- Genus: Mangifera
- Species: Mangifera indica
- Cultivar: "Anwar Ratol"
- Origin: Rataul, Uttar Pradesh, India

= Anwar Ratol =

Variety of mango

Anwar Ratol (sometimes spelt Anwar Rataul) is a small, yellow variety of mango known for its sweetness and fiberlessness. It is sometimes called the 'mini powerhouse'. It is cultivated in the Punjab and Sindh regions of Pakistan, and near the village of Rataul in Uttar Pradesh, India. It is very sweet in taste with less fiber.

== History ==
Anwar Ratol was first cultivated near Rataul, a village in Uttar Pradesh. Sheikh Mohd Afaq Faridi, a Muslim farmer returned to the village after completing his inter college in 1905, he noticed a young mango tree near one of the farms. He asked a gardener to graft the plant, and in a year's time, four mango trees sprouted. Years later, Afaq Faridi resigned from his job and devoted his life to this ‘sweet mission’. After his marriage, he set up a mango nursery that he called Shohra-e-afaq in 1928 and got it registered in 1935. Through grafting and cultivation, he nurtured this variety and later named it Anwar Rataul in honor of a family member. In 1947 after partition, a family member took sample plants to Pakistan and planted this mango breed in the Multan region. The variety became famous, and symbol of pride for Pakistan.

== Variations ==
There are two variations of this mango:

The early season variety is fragile and prone to the climate elements. Much of the crop is destroyed by strong wind and heavy rain, but it is also the most popular and sweeter of the two varieties. Its growing season is very short - just a few weeks in May and June.

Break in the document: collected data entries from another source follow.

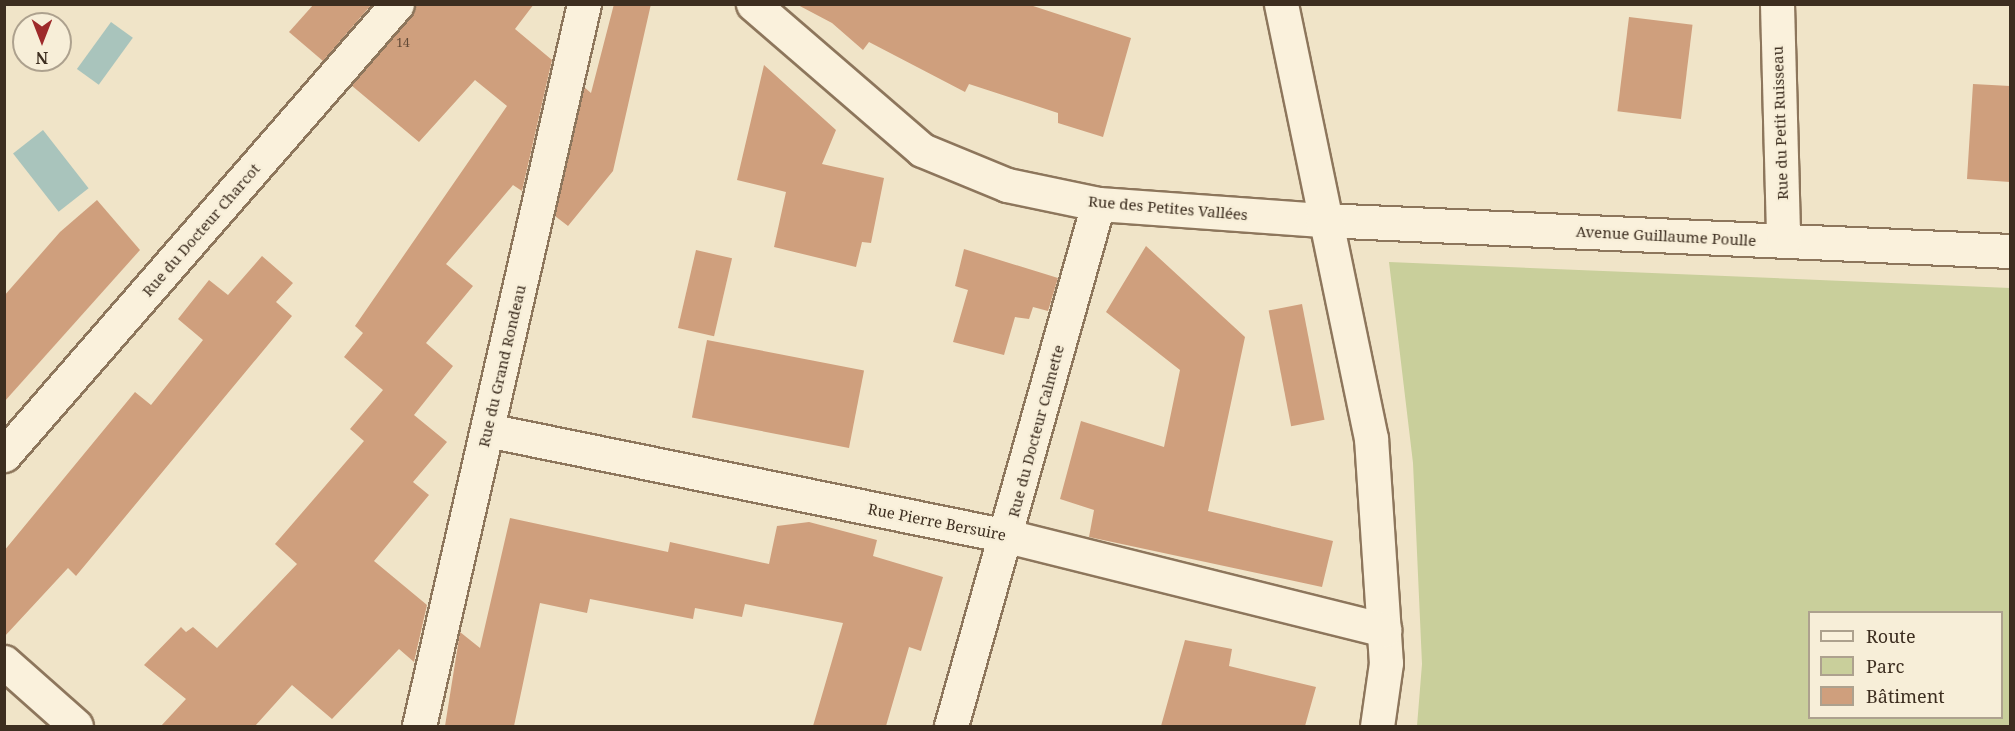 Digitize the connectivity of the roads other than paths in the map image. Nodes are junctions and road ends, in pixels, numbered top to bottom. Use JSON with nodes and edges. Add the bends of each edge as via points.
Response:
{"nodes":[{"id":1,"x":397,"y":4,"type":"edge"},
{"id":2,"x":584,"y":4,"type":"edge"},
{"id":3,"x":753,"y":4,"type":"edge"},
{"id":4,"x":1281,"y":4,"type":"edge"},
{"id":5,"x":1777,"y":4,"type":"edge"},
{"id":6,"x":1098,"y":204,"type":"junction"},
{"id":7,"x":1322,"y":220,"type":"junction"},
{"id":8,"x":1783,"y":241,"type":"junction"},
{"id":9,"x":2010,"y":251,"type":"edge"},
{"id":10,"x":487,"y":430,"type":"junction"},
{"id":11,"x":4,"y":454,"type":"edge"},
{"id":12,"x":1007,"y":536,"type":"junction"},
{"id":13,"x":1384,"y":630,"type":"junction"},
{"id":14,"x":4,"y":662,"type":"edge"},
{"id":15,"x":76,"y":726,"type":"edge"},
{"id":16,"x":419,"y":726,"type":"edge"},
{"id":17,"x":951,"y":726,"type":"edge"},
{"id":18,"x":1377,"y":726,"type":"edge"}],
"edges":[{"from":1,"to":11,"type":"street","name":"Rue du Docteur Charcot"},
{"from":2,"to":10,"type":"street","name":"Rue du Grand Rondeau"},
{"from":3,"to":6,"type":"street","name":"Rue des Petites Vallées","via":[[922,150],[1007,185]]},
{"from":4,"to":7,"type":"street"},
{"from":5,"to":8,"type":"street","name":"Rue du Petit Ruisseau"},
{"from":6,"to":7,"type":"street","name":"Rue des Petites Vallées"},
{"from":6,"to":12,"type":"street","name":"Rue du Docteur Calmette"},
{"from":7,"to":8,"type":"street","name":"Avenue Guillaume Poulle"},
{"from":7,"to":13,"type":"street","via":[[1371,438]]},
{"from":8,"to":9,"type":"street","name":"Avenue Guillaume Poulle"},
{"from":10,"to":12,"type":"street","name":"Rue Pierre Bersuire"},
{"from":10,"to":16,"type":"street","name":"Rue du Grand Rondeau"},
{"from":12,"to":13,"type":"street","name":"Rue Pierre Bersuire"},
{"from":12,"to":17,"type":"street","name":"Rue du Docteur Calmette"},
{"from":13,"to":18,"type":"street","via":[[1386,663]]},
{"from":14,"to":15,"type":"street"}]} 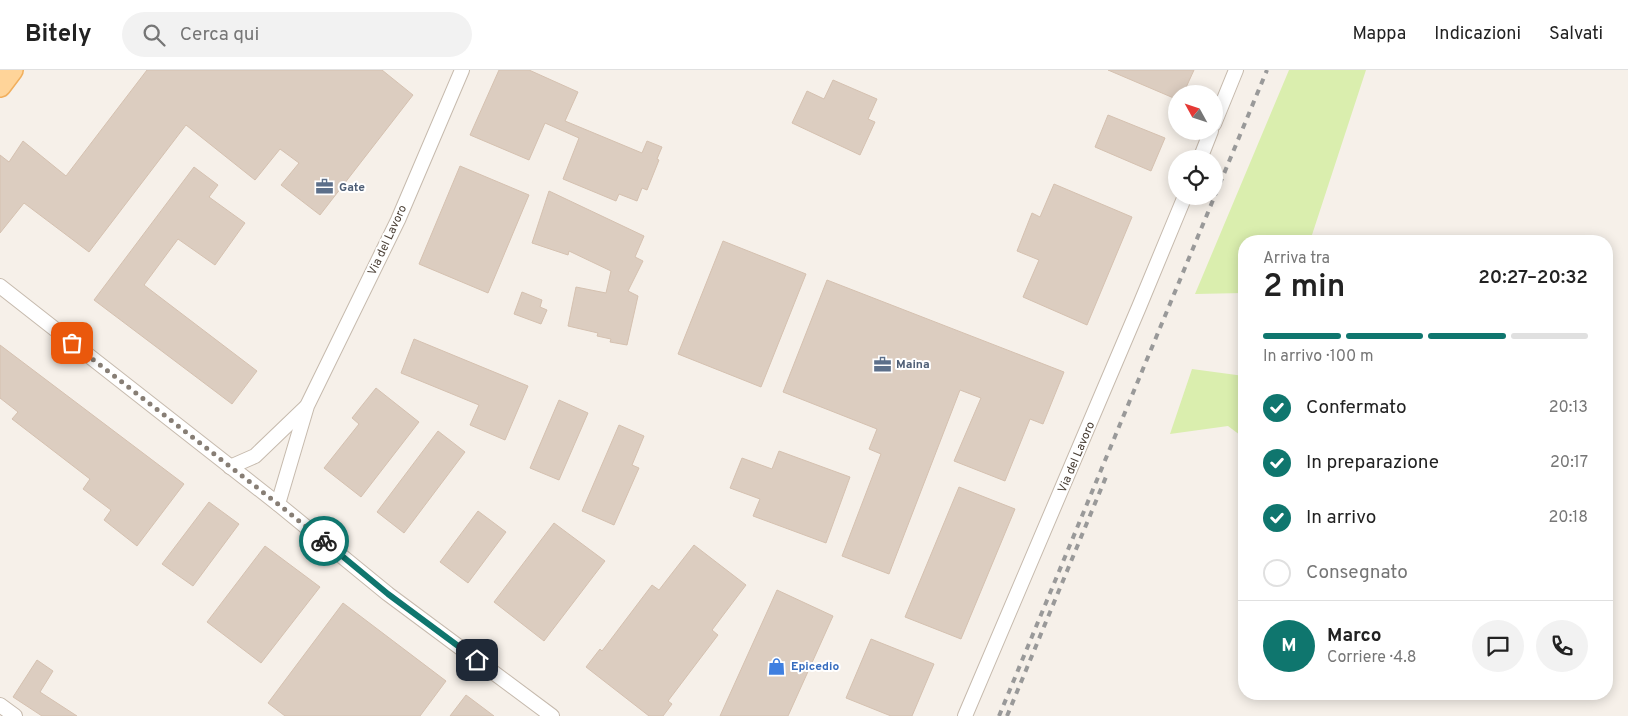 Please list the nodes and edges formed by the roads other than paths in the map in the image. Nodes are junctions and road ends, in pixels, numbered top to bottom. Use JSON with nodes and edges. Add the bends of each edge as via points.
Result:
{"nodes":[{"id":1,"x":12,"y":70,"type":"edge"},
{"id":2,"x":462,"y":70,"type":"edge"},
{"id":3,"x":1236,"y":70,"type":"edge"},
{"id":4,"x":0,"y":86,"type":"edge"},
{"id":5,"x":1223,"y":102,"type":"edge"},
{"id":6,"x":1180,"y":205,"type":"edge"},
{"id":7,"x":0,"y":286,"type":"edge"},
{"id":8,"x":307,"y":406,"type":"junction"},
{"id":9,"x":230,"y":467,"type":"junction"},
{"id":10,"x":278,"y":504,"type":"junction"},
{"id":11,"x":0,"y":705,"type":"edge"},
{"id":12,"x":15,"y":716,"type":"edge"},
{"id":13,"x":552,"y":716,"type":"edge"},
{"id":14,"x":965,"y":716,"type":"edge"}],
"edges":[{"from":1,"to":4,"type":"main road"},
{"from":2,"to":8,"type":"street","name":"Via del Lavoro","via":[[398,220]]},
{"from":3,"to":5,"type":"street"},
{"from":6,"to":14,"type":"street","name":"Via del Lavoro"},
{"from":7,"to":9,"type":"street"},
{"from":8,"to":9,"type":"street","name":"Via del Lavoro","via":[[255,456]]},
{"from":8,"to":10,"type":"street","name":"Via del Lavoro"},
{"from":9,"to":10,"type":"street"},
{"from":10,"to":13,"type":"street","via":[[388,594]]},
{"from":11,"to":12,"type":"street"}]}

The late season variety is more stable, with a thicker skin and is less sweet. It grows in July and August.

== "Mango diplomacy" ==
Since 1981, Pakistan has been sending Anwar Ratol mangoes to heads of state and diplomats as part of its "mango diplomacy" to promote their mangoes around the world and create better relations with other countries like Australia and India.

==Geographical indication==
It was awarded the Geographical Indication (GI) status tag from the Geographical Indications Registry under the Union Government of India on 14 September 2021 (valid until 4 April 2030).

Rataul Mango Producers Association from Rataul proposed the GI registration of the Rataul Mango. After filing the application in 2010, the fruit was granted the GI tag in 2021 by the Geographical Indication Registry in Chennai, making the name "Rataul Mango" exclusive to the mangoes grown in the region. It thus became the second mango variety from Uttar Pradesh after Malihabadi Dussheri Mango and the 34th type of goods from Uttar Pradesh to earn the GI tag.